If an index is used for a query, but the query engine is still performing an in-memory reordering of the result set, as identified by a MajorSort node in the query execution tree, this is a sign that the index used can't be used to deliver the Sort requirement of the query. To create a more suitable index, see the next section.

Create Indexes

Follow the index management documentation to create indexes. To ensure your query can use indexes, create regular (not Multikey) indexes with fields in the following order:

All fields that will be used in equality operators. To maximize chance of reuse across queries, order fields in decreasing order of occurrence of the fields in equality operators among queries.
All fields that will be sorted on (in the same order).
Fields that will be used in range or inequality operators in decreasing order of query constraint selectivity.
Fields that will be returned as part of a query in the index: including such fields in the index allows the index to cover the query and avoid having to fetch document from the primary storage.
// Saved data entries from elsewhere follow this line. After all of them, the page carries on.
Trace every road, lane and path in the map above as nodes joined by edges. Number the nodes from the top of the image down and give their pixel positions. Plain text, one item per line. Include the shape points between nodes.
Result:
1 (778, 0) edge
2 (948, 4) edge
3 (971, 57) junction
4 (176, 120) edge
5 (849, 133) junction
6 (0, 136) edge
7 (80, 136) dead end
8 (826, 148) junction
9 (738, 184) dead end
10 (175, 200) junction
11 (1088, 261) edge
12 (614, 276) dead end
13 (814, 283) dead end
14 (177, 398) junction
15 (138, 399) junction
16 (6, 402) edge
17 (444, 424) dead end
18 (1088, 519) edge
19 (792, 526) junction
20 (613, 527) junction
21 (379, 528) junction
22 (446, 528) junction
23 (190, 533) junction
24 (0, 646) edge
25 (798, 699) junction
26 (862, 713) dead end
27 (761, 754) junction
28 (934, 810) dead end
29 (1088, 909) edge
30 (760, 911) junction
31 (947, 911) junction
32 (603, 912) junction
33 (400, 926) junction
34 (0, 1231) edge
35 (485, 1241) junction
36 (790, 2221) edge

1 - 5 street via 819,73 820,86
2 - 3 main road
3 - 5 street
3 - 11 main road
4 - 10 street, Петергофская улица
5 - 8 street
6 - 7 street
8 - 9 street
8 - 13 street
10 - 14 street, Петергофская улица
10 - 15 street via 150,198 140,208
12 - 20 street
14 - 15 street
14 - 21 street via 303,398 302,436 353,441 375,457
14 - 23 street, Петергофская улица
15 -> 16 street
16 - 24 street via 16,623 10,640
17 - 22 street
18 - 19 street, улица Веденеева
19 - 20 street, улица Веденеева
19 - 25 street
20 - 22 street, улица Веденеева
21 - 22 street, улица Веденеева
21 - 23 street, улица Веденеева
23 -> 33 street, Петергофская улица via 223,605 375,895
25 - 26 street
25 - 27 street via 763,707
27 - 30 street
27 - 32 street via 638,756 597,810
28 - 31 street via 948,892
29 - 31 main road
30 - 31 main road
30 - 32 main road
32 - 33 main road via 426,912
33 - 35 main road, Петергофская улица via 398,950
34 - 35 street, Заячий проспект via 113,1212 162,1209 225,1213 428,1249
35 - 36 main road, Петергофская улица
Force an index or table scan

When you query Firestore in Native Mode, it automatically uses any indexes that are likely to make the query more efficient. As a result, you don't need to specify an index for your queries. However, for queries that are critical for your workload, we recommend that you use the forceIndex option for more consistent performance.

In a few cases, Firestore in Native Mode might choose an index that causes query latency to increase. If you've followed the troubleshooting steps for performance regressions and confirmed that it makes sense to try a different index for the query, you can specify the index using the forceIndex option.

You can use the forceIndex option on any input stage in Pipeline operations to override Firestore in Native Mode's default query plan and specify an index to use, or to force a table scan.

Force a specific index

To force the query to use a specific index, provide the index ID as a string to the forceIndex option. You can find the index ID from the console or from error messages.

The following example forces the planner to use index with ID CICAgOi36pgK:

// Force Planner to use Index ID CICAgOi36pgK
db.pipeline()
  .collectionGroup({ collectionId: "customers", forceIndex: "CICAgOi36pgK" })
  .limit(100)

Here are some use cases for forcing a specific index:

Testing the performance of different indexes.
Ensuring a specific, known-optimal index is used for a query.
Overriding the optimizer when its default choice is suboptimal for a particular query.

If the specified index is not found, the query fails.

Force a table scan

A table scan reads documents in the collection or collection group without using any secondary indexes. To force a table scan, set forceIndex to primary.

The following example forces a table scan:

// Force Planner to only do a Full-Table Scan
db.pipeline()
  .collectionGroup({ collectionId: "customers", forceIndex: "primary" })
  .limit(100)

You might use a table scan in the following cases:

For very small collections where index overhead is not justified.
For queries that access most of the documents in a collection.
For debugging and performance comparisons.

Use `forceIndex` with Query Explain

You can use Query Explain, especially with the analyze option, to observe the effects of forceIndex:

Verify that Firestore in Native Mode used the specified index in forceIndex by checking the leaf nodes of the execution tree for the index ID.
Confirm that a TableScan node appears in the plan when using forceIndex: "primary".
Compare the performance metrics—such as latency, documents scanned, and index entries scanned—with and without forceIndex to fine-tune query performance.

Best practices for `forceIndex`

While forceIndex provides more control over query execution, Firestore in Native Mode's query optimizer is generally efficient for most use cases. Consider the following best practices when using forceIndex:

Use forceIndex judiciously. If you observe suboptimal performance with the default query plan, use Query Explain to diagnose the issue before forcing an index.
When using forceIndex, make sure to test your queries with realistic data volumes to understand their performance and cost characteristics.ß
Avoid using forceIndex: "primary" on large collections in production environments.